Exercise material:
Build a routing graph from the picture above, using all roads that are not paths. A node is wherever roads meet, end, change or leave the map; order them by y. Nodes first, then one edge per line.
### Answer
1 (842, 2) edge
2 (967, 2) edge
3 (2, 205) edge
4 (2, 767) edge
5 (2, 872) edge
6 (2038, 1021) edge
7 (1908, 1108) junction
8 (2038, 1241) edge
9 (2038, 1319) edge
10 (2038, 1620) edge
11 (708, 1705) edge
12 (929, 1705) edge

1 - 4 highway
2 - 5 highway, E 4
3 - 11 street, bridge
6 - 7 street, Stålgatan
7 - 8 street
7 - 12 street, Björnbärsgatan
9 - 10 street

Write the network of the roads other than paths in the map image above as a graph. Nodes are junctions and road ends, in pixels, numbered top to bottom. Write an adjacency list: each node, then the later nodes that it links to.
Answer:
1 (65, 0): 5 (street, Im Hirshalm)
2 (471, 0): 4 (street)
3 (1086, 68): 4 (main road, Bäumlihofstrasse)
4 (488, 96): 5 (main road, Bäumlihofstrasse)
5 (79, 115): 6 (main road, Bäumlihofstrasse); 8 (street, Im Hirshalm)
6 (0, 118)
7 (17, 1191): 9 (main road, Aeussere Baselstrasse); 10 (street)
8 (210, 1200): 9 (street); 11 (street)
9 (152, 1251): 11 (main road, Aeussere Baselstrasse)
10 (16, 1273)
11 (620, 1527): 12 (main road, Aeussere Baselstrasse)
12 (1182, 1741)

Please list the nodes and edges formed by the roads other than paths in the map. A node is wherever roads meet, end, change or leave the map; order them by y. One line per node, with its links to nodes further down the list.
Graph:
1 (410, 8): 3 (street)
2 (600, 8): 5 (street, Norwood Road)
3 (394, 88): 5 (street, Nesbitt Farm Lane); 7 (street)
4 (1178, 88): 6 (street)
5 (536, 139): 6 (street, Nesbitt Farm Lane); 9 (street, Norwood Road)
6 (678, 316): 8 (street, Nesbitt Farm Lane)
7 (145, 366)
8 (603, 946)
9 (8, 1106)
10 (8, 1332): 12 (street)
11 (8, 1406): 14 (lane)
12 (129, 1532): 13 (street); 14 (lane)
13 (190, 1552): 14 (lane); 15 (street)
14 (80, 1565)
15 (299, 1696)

Brief:
All lines in the data that contain the word "then" should be copied.

Exercise result:
Build a routing graph from the picture above, using all roads that are not paths. A node is wherever roads meet, end, change or leave the map; order them by y. Nodes first, then one edge per line.
Write the network of the roads other than paths in the map image above as a graph. Nodes are junctions and road ends, in pixels, numbered top to bottom. Write an adjacency list: each node, then the later nodes that it links to.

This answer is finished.